_Task directions:_ Using the listing below, please gather every line containing the word "Martiri".
+ + + + +
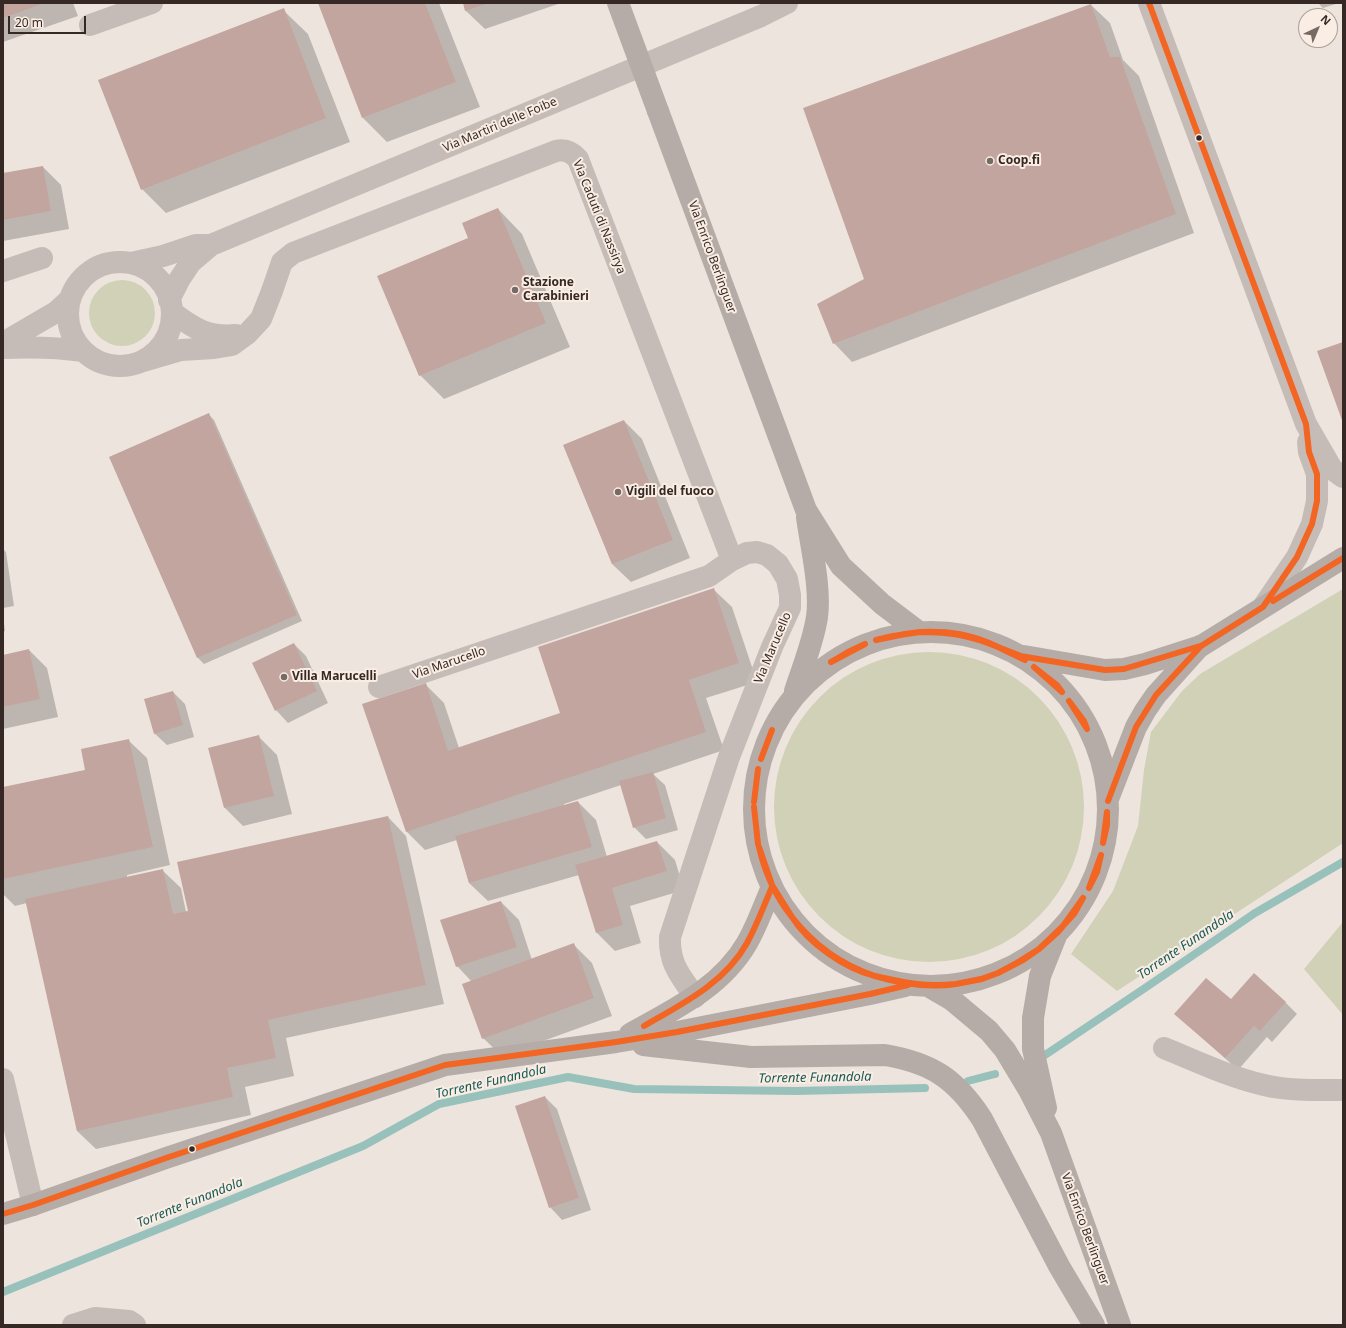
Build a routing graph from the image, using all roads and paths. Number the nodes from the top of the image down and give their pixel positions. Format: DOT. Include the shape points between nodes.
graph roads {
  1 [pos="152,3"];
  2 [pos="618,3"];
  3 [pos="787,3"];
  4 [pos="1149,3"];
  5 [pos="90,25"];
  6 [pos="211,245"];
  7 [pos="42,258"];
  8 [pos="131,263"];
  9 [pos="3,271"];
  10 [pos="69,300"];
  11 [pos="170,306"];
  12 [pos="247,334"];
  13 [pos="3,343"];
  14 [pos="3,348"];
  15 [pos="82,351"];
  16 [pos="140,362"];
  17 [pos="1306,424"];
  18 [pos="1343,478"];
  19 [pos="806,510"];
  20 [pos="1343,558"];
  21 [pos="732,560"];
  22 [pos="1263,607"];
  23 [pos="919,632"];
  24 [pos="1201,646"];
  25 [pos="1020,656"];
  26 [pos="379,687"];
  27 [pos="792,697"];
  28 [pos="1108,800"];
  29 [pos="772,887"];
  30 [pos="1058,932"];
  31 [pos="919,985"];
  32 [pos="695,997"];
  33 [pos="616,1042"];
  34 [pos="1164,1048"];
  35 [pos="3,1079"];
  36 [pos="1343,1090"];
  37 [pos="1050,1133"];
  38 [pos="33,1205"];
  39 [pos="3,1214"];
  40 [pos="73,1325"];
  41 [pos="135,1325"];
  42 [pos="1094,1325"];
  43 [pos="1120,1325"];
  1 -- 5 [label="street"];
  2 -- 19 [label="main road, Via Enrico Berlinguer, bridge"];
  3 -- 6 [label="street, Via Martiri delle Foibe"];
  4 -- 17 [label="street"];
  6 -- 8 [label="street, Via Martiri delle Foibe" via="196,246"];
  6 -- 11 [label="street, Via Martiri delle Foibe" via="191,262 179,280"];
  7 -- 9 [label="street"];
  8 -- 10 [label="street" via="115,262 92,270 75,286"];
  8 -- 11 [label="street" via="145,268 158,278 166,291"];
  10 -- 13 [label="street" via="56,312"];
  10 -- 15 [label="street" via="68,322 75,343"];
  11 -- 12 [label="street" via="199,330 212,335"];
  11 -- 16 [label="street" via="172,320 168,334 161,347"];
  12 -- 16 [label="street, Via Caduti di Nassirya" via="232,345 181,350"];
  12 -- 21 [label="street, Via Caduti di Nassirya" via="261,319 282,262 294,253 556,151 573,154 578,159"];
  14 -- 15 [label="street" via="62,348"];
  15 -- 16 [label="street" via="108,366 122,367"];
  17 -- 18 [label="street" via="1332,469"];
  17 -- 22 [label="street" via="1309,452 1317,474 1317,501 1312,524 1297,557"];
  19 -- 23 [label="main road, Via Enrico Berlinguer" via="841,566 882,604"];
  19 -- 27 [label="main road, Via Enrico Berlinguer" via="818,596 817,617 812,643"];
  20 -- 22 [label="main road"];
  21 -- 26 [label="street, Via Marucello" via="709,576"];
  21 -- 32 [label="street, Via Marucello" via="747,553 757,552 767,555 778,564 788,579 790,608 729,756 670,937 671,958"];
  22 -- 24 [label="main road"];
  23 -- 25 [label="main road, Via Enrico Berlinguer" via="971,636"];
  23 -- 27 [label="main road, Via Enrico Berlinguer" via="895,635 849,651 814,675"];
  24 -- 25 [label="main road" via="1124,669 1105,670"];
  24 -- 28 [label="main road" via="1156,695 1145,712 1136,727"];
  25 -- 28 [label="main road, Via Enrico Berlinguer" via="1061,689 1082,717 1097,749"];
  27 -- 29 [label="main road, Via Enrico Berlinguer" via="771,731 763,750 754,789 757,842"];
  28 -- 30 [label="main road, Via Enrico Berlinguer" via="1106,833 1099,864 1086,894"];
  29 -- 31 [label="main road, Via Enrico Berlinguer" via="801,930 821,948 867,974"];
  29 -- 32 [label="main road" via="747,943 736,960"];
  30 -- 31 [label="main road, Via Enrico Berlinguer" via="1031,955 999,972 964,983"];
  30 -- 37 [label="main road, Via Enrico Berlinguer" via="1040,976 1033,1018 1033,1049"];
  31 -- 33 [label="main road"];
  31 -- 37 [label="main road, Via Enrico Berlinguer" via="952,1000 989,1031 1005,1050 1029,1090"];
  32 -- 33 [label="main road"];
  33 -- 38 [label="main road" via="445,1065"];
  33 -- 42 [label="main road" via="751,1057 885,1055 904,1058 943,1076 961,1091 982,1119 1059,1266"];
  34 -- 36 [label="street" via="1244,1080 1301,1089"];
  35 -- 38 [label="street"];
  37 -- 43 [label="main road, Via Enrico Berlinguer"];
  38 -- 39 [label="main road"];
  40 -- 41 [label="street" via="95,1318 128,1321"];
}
+ + + + +
_Answer to the problem:_
  3 -- 6 [label="street, Via Martiri delle Foibe"];
  6 -- 8 [label="street, Via Martiri delle Foibe" via="196,246"];
  6 -- 11 [label="street, Via Martiri delle Foibe" via="191,262 179,280"];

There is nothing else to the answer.